____ Exercise data

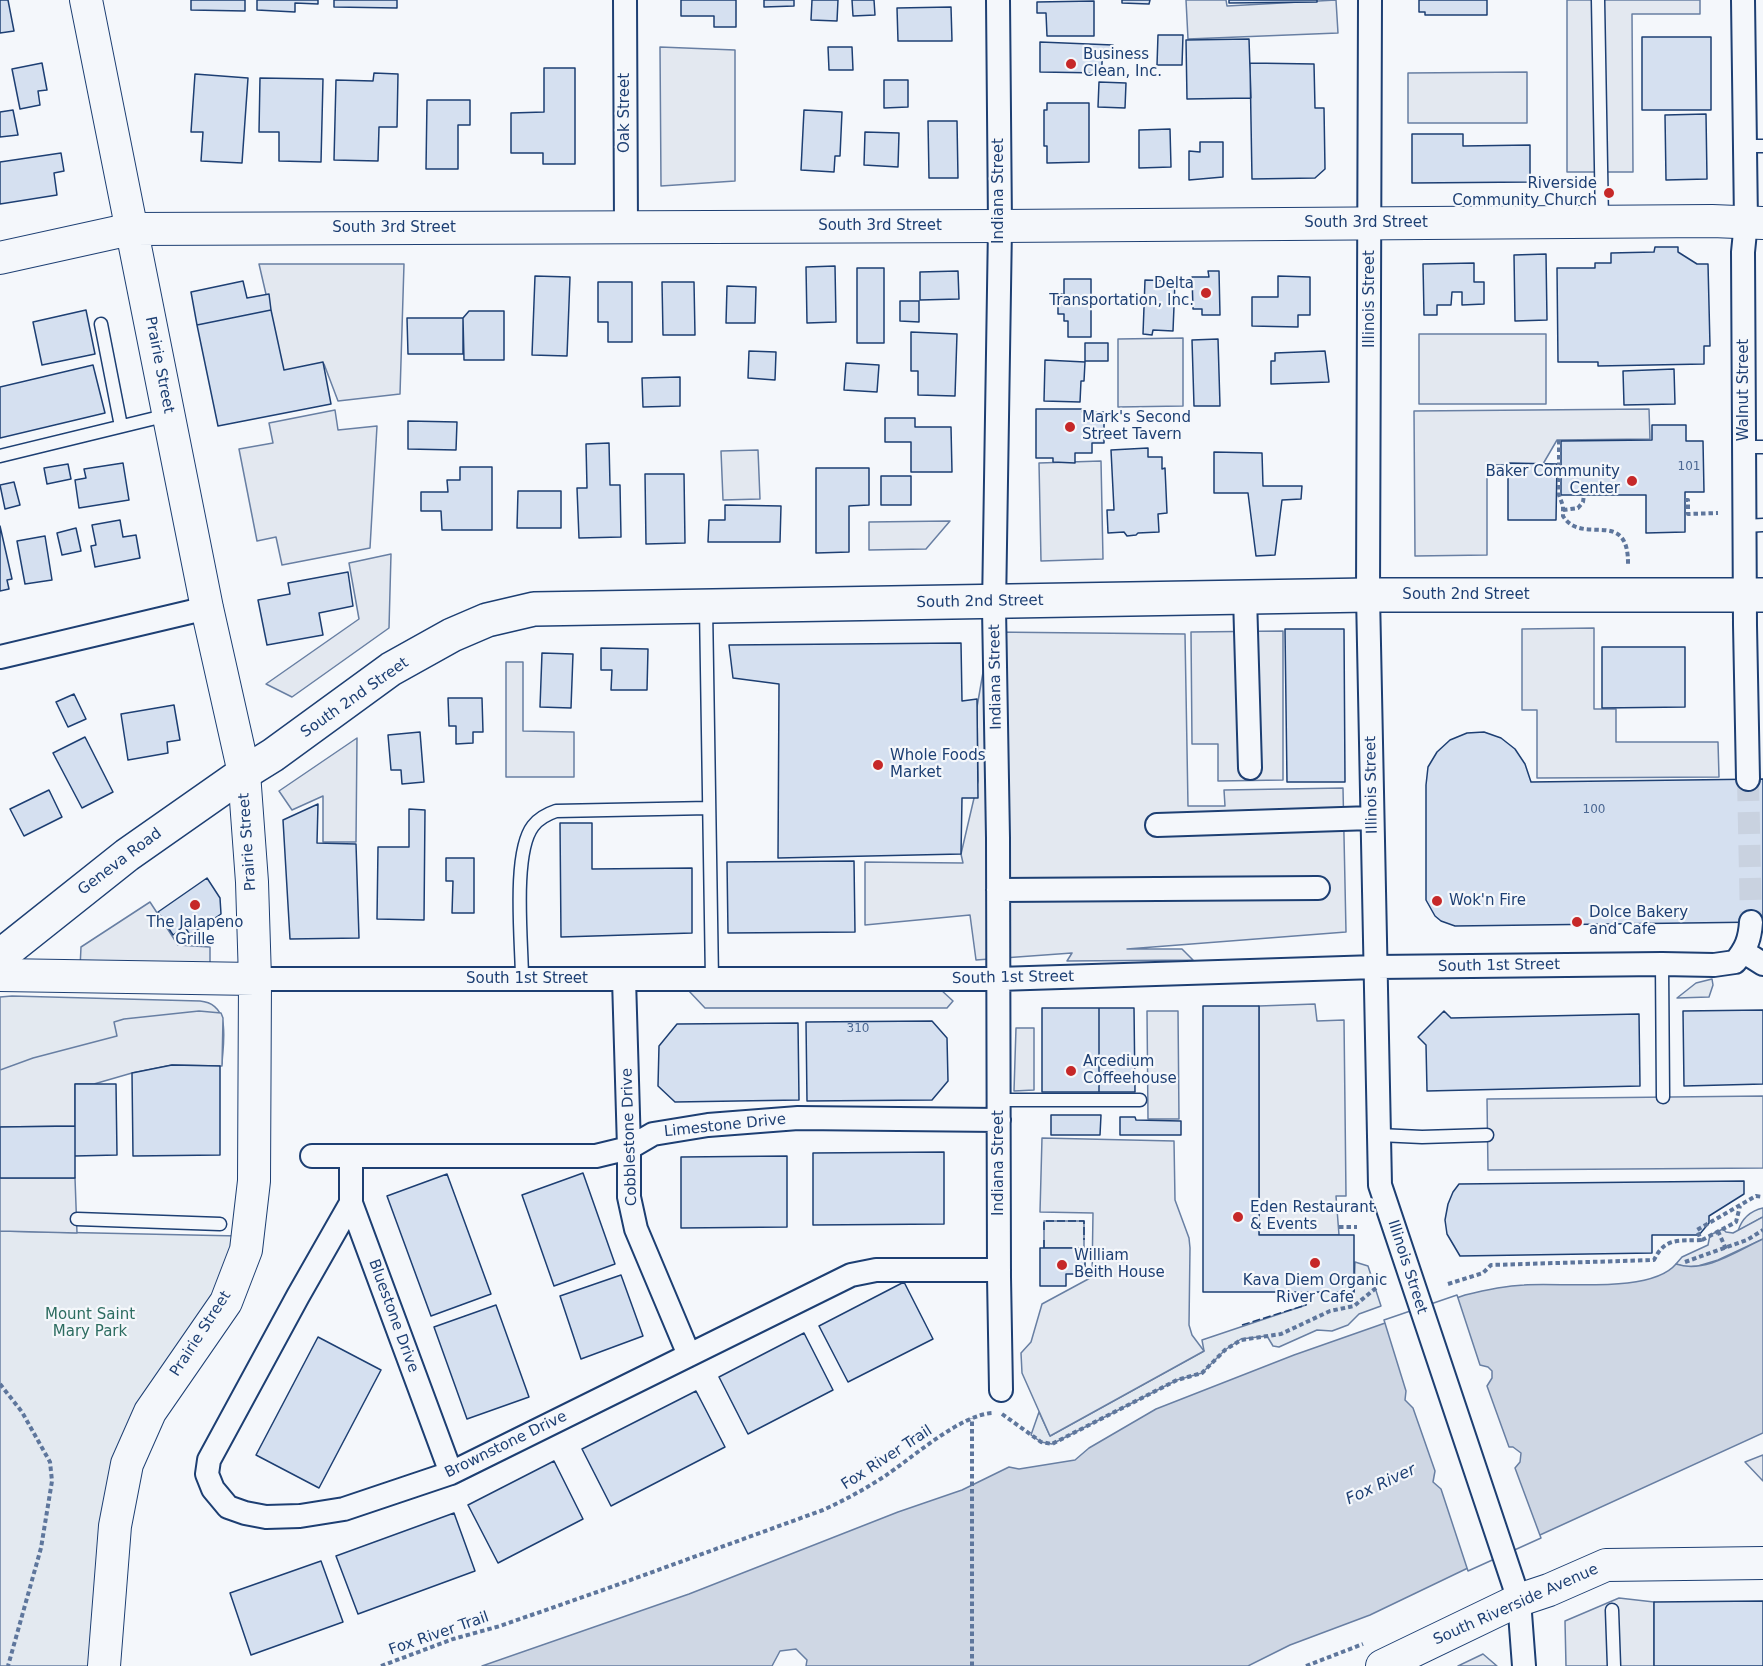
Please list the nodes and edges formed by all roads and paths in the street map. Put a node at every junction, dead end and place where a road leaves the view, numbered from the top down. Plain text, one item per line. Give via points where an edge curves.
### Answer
1 (86, 0) edge
2 (625, 0) edge
3 (998, 0) edge
4 (1370, 0) edge
5 (1598, 0) edge
6 (1743, 0) edge
7 (1754, 146) edge
8 (1602, 222) junction
9 (1370, 223) junction
10 (1755, 223) edge
11 (1000, 226) junction
12 (626, 227) junction
13 (131, 229) junction
14 (0, 258) edge
15 (101, 324) dead end
16 (169, 415) junction
17 (122, 426) junction
18 (1559, 440) dead end
19 (1754, 447) edge
20 (0, 456) edge
21 (1584, 495) dead end
22 (1685, 500) dead end
23 (1587, 505) dead end
24 (1581, 506) junction
25 (1563, 510) junction
26 (1718, 513) dead end
27 (1754, 526) edge
28 (1628, 566) dead end
29 (1368, 595) junction
30 (1754, 595) edge
31 (1245, 597) junction
32 (995, 602) junction
33 (706, 606) junction
34 (207, 608) junction
35 (0, 657) edge
36 (1755, 734) edge
37 (1250, 768) dead end
38 (244, 773) junction
39 (1748, 779) tunnel mouth
40 (709, 808) junction
41 (1372, 818) junction
42 (1157, 825) dead end
43 (1318, 888) dead end
44 (998, 890) junction
45 (1751, 922) tunnel mouth
46 (1744, 952) junction
47 (0, 956) edge
48 (1662, 964) junction
49 (1763, 964) edge
50 (1376, 967) junction
51 (0, 975) edge
52 (255, 979) junction
53 (522, 979) junction
54 (624, 979) junction
55 (998, 979) junction
56 (712, 980) junction
57 (1663, 1097) dead end
58 (1140, 1100) dead end
59 (999, 1110) junction
60 (1379, 1135) junction
61 (1487, 1135) dead end
62 (629, 1148) junction
63 (312, 1156) dead end
64 (351, 1156) junction
65 (1763, 1197) edge
66 (351, 1203) junction
67 (1740, 1205) junction
68 (77, 1219) dead end
69 (220, 1224) dead end
70 (1339, 1227) dead end
71 (1357, 1227) dead end
72 (1763, 1230) edge
73 (1718, 1231) junction
74 (1701, 1240) junction
75 (1726, 1248) junction
76 (1685, 1262) dead end
77 (999, 1270) junction
78 (1448, 1284) dead end
79 (1376, 1288) dead end
80 (689, 1355) junction
81 (0, 1384) edge
82 (1001, 1390) dead end
83 (972, 1418) junction
84 (451, 1473) junction
85 (1763, 1563) edge
86 (1519, 1600) junction
87 (1612, 1610) dead end
88 (8, 1666) edge
89 (104, 1666) edge
90 (381, 1666) edge
91 (972, 1666) edge
92 (1382, 1666) edge
93 (1524, 1666) edge
94 (1614, 1666) edge

1 - 13 street, Prairie Street
2 - 12 street, Oak Street
3 - 11 street, Indiana Street
4 - 9 street, Illinois Street
5 - 8 lane
6 - 7 street, Walnut Street
7 - 10 street, Walnut Street
8 - 9 street, South 3rd Street
8 - 10 street, South 3rd Street
9 - 11 street, South 3rd Street
9 - 29 street, Illinois Street
10 - 19 street, Walnut Street via 1743,252
11 - 12 street, South 3rd Street
11 - 32 street, Indiana Street
12 - 13 street, South 3rd Street
13 - 14 street, South 3rd Street
13 - 16 street, Prairie Street
15 - 17 lane
16 - 17 lane
16 - 34 street, Prairie Street
17 - 20 lane
18 - 25 path via 1559,495
19 - 27 street, Walnut Street
21 - 24 path
22 - 26 path via 1688,514
23 - 24 path
24 - 25 path
25 - 28 path via 1566,521 1574,526 1620,536 1627,547
27 - 30 street, Walnut Street
29 - 30 main road, South 2nd Street
29 - 31 main road, South 2nd Street
29 - 41 street, Illinois Street
30 - 36 street, Walnut Street
31 - 32 main road, South 2nd Street
31 - 37 street
32 - 33 main road, South 2nd Street
32 - 44 street, Indiana Street
33 - 38 main road, South 2nd Street via 534,609 487,620 392,669
33 - 40 lane
34 - 35 street
34 - 38 street, Prairie Street
36 - 39 street, Walnut Street
38 - 47 main road, Geneva Road via 127,855
38 - 52 street, Prairie Street
40 - 53 lane via 556,811 545,815 532,827 520,869
40 - 56 lane
41 - 42 street
41 - 50 street, Illinois Street
43 - 44 street
44 - 55 street, Indiana Street
45 - 46 street
46 - 48 street, South 1st Street via 1735,962
46 - 49 street
48 - 50 street, South 1st Street
48 - 57 lane
50 - 55 street, South 1st Street
50 - 60 street, Illinois Street
51 - 52 street
52 - 53 street, South 1st Street
52 - 89 street, Prairie Street via 254,1181 246,1250 225,1302 150,1412 127,1464 115,1526
53 - 54 street, South 1st Street
54 - 56 street, South 1st Street
54 - 62 street, Cobblestone Drive
55 - 56 street, South 1st Street
55 - 59 street, Indiana Street
58 - 59 lane
59 - 62 street, Limestone Drive via 719,1124 654,1134
59 - 77 street, Indiana Street
60 - 61 lane
60 - 86 street, Illinois Street via 1380,1185
62 - 64 street, Limestone Drive via 596,1156
62 - 80 street, Cobblestone Drive via 629,1197 636,1228
63 - 64 street, Limestone Drive
64 - 66 street, Bluestone Drive
65 - 67 path via 1756,1196
66 - 84 street, Bluestone Drive
66 - 84 street, Brownstone Drive via 224,1430 209,1460 207,1474 228,1507 266,1517 344,1509
67 - 73 path via 1736,1222
67 - 74 path via 1697,1230
68 - 69 lane
70 - 71 path
72 - 75 path
73 - 74 path
73 - 75 path
74 - 78 path via 1668,1242 1654,1260 1491,1265 1482,1273
75 - 76 path
77 - 80 street, Brownstone Drive via 876,1270 851,1275
77 - 82 street, Indiana Street
79 - 83 path, Fox River Trail via 1354,1306 1318,1315 1281,1334 1241,1340 1202,1373 1177,1380 1052,1444 1041,1442 1003,1414 981,1413
80 - 84 street, Brownstone Drive
81 - 88 path via 22,1412 50,1462 52,1481 41,1548
83 - 90 path, Fox River Trail via 885,1477 823,1510
83 - 91 path
85 - 86 street, South Riverside Avenue via 1606,1565
86 - 92 street, South Riverside Avenue
86 - 93 street, Illinois Street
87 - 94 lane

________

*Work instruction*
Leaving out the images, return the entries above exactly as they read.

*The answer*
Please list the nodes and edges formed by all roads and paths in the street map. Put a node at every junction, dead end and place where a road leaves the view, numbered from the top down. Plain text, one item per line. Give via points where an edge curves.
### Answer
1 (86, 0) edge
2 (625, 0) edge
3 (998, 0) edge
4 (1370, 0) edge
5 (1598, 0) edge
6 (1743, 0) edge
7 (1754, 146) edge
8 (1602, 222) junction
9 (1370, 223) junction
10 (1755, 223) edge
11 (1000, 226) junction
12 (626, 227) junction
13 (131, 229) junction
14 (0, 258) edge
15 (101, 324) dead end
16 (169, 415) junction
17 (122, 426) junction
18 (1559, 440) dead end
19 (1754, 447) edge
20 (0, 456) edge
21 (1584, 495) dead end
22 (1685, 500) dead end
23 (1587, 505) dead end
24 (1581, 506) junction
25 (1563, 510) junction
26 (1718, 513) dead end
27 (1754, 526) edge
28 (1628, 566) dead end
29 (1368, 595) junction
30 (1754, 595) edge
31 (1245, 597) junction
32 (995, 602) junction
33 (706, 606) junction
34 (207, 608) junction
35 (0, 657) edge
36 (1755, 734) edge
37 (1250, 768) dead end
38 (244, 773) junction
39 (1748, 779) tunnel mouth
40 (709, 808) junction
41 (1372, 818) junction
42 (1157, 825) dead end
43 (1318, 888) dead end
44 (998, 890) junction
45 (1751, 922) tunnel mouth
46 (1744, 952) junction
47 (0, 956) edge
48 (1662, 964) junction
49 (1763, 964) edge
50 (1376, 967) junction
51 (0, 975) edge
52 (255, 979) junction
53 (522, 979) junction
54 (624, 979) junction
55 (998, 979) junction
56 (712, 980) junction
57 (1663, 1097) dead end
58 (1140, 1100) dead end
59 (999, 1110) junction
60 (1379, 1135) junction
61 (1487, 1135) dead end
62 (629, 1148) junction
63 (312, 1156) dead end
64 (351, 1156) junction
65 (1763, 1197) edge
66 (351, 1203) junction
67 (1740, 1205) junction
68 (77, 1219) dead end
69 (220, 1224) dead end
70 (1339, 1227) dead end
71 (1357, 1227) dead end
72 (1763, 1230) edge
73 (1718, 1231) junction
74 (1701, 1240) junction
75 (1726, 1248) junction
76 (1685, 1262) dead end
77 (999, 1270) junction
78 (1448, 1284) dead end
79 (1376, 1288) dead end
80 (689, 1355) junction
81 (0, 1384) edge
82 (1001, 1390) dead end
83 (972, 1418) junction
84 (451, 1473) junction
85 (1763, 1563) edge
86 (1519, 1600) junction
87 (1612, 1610) dead end
88 (8, 1666) edge
89 (104, 1666) edge
90 (381, 1666) edge
91 (972, 1666) edge
92 (1382, 1666) edge
93 (1524, 1666) edge
94 (1614, 1666) edge

1 - 13 street, Prairie Street
2 - 12 street, Oak Street
3 - 11 street, Indiana Street
4 - 9 street, Illinois Street
5 - 8 lane
6 - 7 street, Walnut Street
7 - 10 street, Walnut Street
8 - 9 street, South 3rd Street
8 - 10 street, South 3rd Street
9 - 11 street, South 3rd Street
9 - 29 street, Illinois Street
10 - 19 street, Walnut Street via 1743,252
11 - 12 street, South 3rd Street
11 - 32 street, Indiana Street
12 - 13 street, South 3rd Street
13 - 14 street, South 3rd Street
13 - 16 street, Prairie Street
15 - 17 lane
16 - 17 lane
16 - 34 street, Prairie Street
17 - 20 lane
18 - 25 path via 1559,495
19 - 27 street, Walnut Street
21 - 24 path
22 - 26 path via 1688,514
23 - 24 path
24 - 25 path
25 - 28 path via 1566,521 1574,526 1620,536 1627,547
27 - 30 street, Walnut Street
29 - 30 main road, South 2nd Street
29 - 31 main road, South 2nd Street
29 - 41 street, Illinois Street
30 - 36 street, Walnut Street
31 - 32 main road, South 2nd Street
31 - 37 street
32 - 33 main road, South 2nd Street
32 - 44 street, Indiana Street
33 - 38 main road, South 2nd Street via 534,609 487,620 392,669
33 - 40 lane
34 - 35 street
34 - 38 street, Prairie Street
36 - 39 street, Walnut Street
38 - 47 main road, Geneva Road via 127,855
38 - 52 street, Prairie Street
40 - 53 lane via 556,811 545,815 532,827 520,869
40 - 56 lane
41 - 42 street
41 - 50 street, Illinois Street
43 - 44 street
44 - 55 street, Indiana Street
45 - 46 street
46 - 48 street, South 1st Street via 1735,962
46 - 49 street
48 - 50 street, South 1st Street
48 - 57 lane
50 - 55 street, South 1st Street
50 - 60 street, Illinois Street
51 - 52 street
52 - 53 street, South 1st Street
52 - 89 street, Prairie Street via 254,1181 246,1250 225,1302 150,1412 127,1464 115,1526
53 - 54 street, South 1st Street
54 - 56 street, South 1st Street
54 - 62 street, Cobblestone Drive
55 - 56 street, South 1st Street
55 - 59 street, Indiana Street
58 - 59 lane
59 - 62 street, Limestone Drive via 719,1124 654,1134
59 - 77 street, Indiana Street
60 - 61 lane
60 - 86 street, Illinois Street via 1380,1185
62 - 64 street, Limestone Drive via 596,1156
62 - 80 street, Cobblestone Drive via 629,1197 636,1228
63 - 64 street, Limestone Drive
64 - 66 street, Bluestone Drive
65 - 67 path via 1756,1196
66 - 84 street, Bluestone Drive
66 - 84 street, Brownstone Drive via 224,1430 209,1460 207,1474 228,1507 266,1517 344,1509
67 - 73 path via 1736,1222
67 - 74 path via 1697,1230
68 - 69 lane
70 - 71 path
72 - 75 path
73 - 74 path
73 - 75 path
74 - 78 path via 1668,1242 1654,1260 1491,1265 1482,1273
75 - 76 path
77 - 80 street, Brownstone Drive via 876,1270 851,1275
77 - 82 street, Indiana Street
79 - 83 path, Fox River Trail via 1354,1306 1318,1315 1281,1334 1241,1340 1202,1373 1177,1380 1052,1444 1041,1442 1003,1414 981,1413
80 - 84 street, Brownstone Drive
81 - 88 path via 22,1412 50,1462 52,1481 41,1548
83 - 90 path, Fox River Trail via 885,1477 823,1510
83 - 91 path
85 - 86 street, South Riverside Avenue via 1606,1565
86 - 92 street, South Riverside Avenue
86 - 93 street, Illinois Street
87 - 94 lane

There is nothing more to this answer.